Coming from across the Atlantic, from Bonhams, here is my favourite car and even though she was 83 years old, in my book she was the youngtimer of the group. The 1938 Bentley 4 1/4 Litre Sedanca Coupé bodied by James Young, one of the 3 examples equipped with this particular bodywork. Even with the £110,000-£160,000 estimate it was a beautiful piece to put in your garage but at £87,400 (€103,683 or $116,520) it was an absolute steal. This is also an old acquaintance of ours: in 2017, this very car went unsold at £180,000-£220,000 but in our database we found another auction dating back to March 1989 at which it was sold for £33,000. Our comment: 32 years to double your “investment” seems more than consistent with the concept of “fixed income”!

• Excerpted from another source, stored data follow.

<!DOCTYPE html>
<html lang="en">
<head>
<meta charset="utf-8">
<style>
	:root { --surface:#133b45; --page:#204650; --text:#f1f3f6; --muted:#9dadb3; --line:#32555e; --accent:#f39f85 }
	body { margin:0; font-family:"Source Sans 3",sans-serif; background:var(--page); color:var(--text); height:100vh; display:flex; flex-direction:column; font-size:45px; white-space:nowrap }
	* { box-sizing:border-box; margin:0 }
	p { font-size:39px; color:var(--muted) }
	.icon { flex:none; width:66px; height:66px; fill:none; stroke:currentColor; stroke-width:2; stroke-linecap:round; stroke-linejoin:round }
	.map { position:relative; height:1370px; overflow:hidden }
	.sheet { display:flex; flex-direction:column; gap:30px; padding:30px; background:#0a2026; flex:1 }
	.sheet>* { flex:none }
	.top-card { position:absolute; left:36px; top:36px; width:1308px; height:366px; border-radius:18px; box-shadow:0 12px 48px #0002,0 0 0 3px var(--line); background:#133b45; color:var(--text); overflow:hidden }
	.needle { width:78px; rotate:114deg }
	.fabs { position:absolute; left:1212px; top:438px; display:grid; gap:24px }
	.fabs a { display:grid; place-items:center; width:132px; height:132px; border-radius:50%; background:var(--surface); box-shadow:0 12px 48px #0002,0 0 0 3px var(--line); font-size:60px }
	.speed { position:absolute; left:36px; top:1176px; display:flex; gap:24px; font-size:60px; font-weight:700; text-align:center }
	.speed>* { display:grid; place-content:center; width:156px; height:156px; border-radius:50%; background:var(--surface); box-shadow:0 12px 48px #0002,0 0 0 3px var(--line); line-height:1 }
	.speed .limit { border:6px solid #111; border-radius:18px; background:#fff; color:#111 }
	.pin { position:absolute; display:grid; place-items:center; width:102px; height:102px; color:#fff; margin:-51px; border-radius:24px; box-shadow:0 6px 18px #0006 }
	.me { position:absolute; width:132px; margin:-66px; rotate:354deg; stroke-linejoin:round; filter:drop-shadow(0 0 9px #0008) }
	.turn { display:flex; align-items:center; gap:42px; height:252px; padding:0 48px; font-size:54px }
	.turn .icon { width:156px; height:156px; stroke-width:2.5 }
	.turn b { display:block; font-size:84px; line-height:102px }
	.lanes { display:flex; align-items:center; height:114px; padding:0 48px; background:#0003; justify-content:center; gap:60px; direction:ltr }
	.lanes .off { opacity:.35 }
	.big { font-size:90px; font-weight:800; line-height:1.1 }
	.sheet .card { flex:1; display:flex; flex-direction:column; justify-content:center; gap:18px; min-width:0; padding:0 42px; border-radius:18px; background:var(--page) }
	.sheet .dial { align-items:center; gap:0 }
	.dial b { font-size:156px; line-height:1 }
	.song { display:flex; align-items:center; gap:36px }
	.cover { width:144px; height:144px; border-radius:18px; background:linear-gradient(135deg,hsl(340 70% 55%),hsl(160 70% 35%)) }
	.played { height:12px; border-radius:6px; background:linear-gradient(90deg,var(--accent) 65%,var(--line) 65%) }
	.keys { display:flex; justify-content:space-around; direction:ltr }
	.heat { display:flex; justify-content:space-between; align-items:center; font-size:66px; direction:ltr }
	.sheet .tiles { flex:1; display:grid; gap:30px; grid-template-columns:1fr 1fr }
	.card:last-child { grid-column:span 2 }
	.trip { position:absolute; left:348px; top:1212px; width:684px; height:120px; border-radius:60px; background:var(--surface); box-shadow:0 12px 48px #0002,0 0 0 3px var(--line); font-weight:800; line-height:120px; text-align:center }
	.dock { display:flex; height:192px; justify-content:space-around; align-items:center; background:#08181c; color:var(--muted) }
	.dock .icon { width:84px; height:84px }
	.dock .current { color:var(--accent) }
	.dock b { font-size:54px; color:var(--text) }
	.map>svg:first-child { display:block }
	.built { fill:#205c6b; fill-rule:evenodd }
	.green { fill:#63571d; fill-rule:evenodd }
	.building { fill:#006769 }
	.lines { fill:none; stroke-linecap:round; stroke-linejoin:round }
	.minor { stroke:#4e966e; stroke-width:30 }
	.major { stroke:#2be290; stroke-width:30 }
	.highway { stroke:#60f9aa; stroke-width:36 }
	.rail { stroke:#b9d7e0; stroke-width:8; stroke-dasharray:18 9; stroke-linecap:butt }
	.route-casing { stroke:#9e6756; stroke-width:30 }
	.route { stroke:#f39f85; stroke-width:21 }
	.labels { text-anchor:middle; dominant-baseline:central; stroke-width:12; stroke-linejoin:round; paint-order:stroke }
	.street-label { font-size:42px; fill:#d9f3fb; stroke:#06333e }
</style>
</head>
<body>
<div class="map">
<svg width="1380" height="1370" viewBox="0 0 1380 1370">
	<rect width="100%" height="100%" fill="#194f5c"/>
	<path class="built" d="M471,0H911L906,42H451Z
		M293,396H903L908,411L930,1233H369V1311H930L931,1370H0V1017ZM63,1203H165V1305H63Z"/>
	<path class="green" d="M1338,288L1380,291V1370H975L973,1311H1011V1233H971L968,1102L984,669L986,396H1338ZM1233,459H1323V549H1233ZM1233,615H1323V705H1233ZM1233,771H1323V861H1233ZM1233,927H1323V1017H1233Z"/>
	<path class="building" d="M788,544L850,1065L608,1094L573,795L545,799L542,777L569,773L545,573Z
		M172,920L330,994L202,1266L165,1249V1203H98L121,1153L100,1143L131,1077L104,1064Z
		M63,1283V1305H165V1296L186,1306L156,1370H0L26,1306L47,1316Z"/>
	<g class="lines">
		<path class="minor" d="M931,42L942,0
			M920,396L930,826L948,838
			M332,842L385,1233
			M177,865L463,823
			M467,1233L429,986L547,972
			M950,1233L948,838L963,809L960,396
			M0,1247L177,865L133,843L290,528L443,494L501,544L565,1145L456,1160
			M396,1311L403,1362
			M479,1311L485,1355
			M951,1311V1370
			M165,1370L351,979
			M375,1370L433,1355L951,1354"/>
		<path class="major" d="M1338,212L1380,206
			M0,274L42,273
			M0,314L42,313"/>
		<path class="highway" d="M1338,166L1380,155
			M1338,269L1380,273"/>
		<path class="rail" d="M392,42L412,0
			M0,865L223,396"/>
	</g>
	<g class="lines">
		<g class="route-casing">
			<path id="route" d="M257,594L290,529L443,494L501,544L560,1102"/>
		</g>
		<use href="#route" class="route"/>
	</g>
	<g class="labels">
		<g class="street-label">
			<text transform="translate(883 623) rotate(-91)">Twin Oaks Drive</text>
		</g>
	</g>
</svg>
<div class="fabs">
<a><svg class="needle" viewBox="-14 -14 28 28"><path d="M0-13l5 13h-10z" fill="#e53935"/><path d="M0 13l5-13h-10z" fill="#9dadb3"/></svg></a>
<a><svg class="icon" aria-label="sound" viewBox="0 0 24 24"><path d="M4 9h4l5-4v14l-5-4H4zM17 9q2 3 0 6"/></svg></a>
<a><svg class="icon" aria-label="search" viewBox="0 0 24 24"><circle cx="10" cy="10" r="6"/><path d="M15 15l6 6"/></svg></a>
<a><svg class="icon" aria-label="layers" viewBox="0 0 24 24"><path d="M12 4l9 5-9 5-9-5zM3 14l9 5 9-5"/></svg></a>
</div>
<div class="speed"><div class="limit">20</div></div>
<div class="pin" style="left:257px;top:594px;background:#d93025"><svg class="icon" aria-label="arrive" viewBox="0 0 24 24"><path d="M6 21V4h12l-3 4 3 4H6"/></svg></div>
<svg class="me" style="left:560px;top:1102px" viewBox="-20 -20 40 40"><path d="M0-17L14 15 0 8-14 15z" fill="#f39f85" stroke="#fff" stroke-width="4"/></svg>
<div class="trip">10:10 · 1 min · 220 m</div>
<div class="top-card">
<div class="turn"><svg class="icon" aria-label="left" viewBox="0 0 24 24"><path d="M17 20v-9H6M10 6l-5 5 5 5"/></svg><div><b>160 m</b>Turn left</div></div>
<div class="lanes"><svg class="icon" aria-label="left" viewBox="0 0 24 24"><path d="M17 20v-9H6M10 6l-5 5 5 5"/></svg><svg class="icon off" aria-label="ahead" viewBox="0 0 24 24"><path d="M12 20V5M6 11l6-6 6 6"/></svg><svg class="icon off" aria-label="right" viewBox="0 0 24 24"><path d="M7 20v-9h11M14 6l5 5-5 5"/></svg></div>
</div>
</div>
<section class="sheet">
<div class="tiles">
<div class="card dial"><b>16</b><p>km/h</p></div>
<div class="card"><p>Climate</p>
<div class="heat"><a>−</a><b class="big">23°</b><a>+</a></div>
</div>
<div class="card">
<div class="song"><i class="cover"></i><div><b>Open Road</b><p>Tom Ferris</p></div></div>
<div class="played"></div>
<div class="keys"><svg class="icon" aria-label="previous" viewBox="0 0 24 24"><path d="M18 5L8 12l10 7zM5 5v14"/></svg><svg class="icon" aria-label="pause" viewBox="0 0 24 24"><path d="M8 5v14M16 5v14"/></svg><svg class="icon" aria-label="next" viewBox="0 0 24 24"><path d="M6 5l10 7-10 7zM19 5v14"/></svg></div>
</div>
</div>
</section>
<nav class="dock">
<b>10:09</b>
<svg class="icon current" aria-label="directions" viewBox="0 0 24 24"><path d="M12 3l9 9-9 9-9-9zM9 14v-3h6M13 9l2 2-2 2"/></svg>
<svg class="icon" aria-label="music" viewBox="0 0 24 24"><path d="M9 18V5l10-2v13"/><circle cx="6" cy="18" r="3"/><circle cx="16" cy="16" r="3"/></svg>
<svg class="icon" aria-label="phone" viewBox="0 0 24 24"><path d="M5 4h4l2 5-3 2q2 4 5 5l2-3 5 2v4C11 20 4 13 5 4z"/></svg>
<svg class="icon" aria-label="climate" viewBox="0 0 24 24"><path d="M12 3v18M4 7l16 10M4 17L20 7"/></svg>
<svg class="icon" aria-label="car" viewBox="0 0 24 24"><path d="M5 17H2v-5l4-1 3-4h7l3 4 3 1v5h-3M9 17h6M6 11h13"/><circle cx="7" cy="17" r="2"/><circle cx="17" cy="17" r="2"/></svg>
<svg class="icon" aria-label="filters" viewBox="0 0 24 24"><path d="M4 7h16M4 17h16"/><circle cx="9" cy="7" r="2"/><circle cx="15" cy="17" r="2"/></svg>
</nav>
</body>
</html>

The most expensive lot at the Bonhams sale was the 1904 Peugeot Type 67A 10/12hp Twin Cylinder Swing-Seat Tonneau, already entered for the London-to-Brighton Run due that same weekend, which sold for £264,500 (€313,778 or $352,627), a figure that was far higher than the £140,000-£170,000 of the pre-auction estimate. Why such a high gap? The most realistic answer is that these cars are so rare they are difficult to estimate. Worth keeping an eye on, and this says a lot about the peculiarity of the niche of fans of the oldest cars: Bonhams, despite not organizing the auction during the London-to-Brighton on this occasion, preferring to leave those honours to RM, was able to take advantage of the personal relationships it has nurtured over the years or even decades with collectors who hold the oldest race in the world dear to their hearts.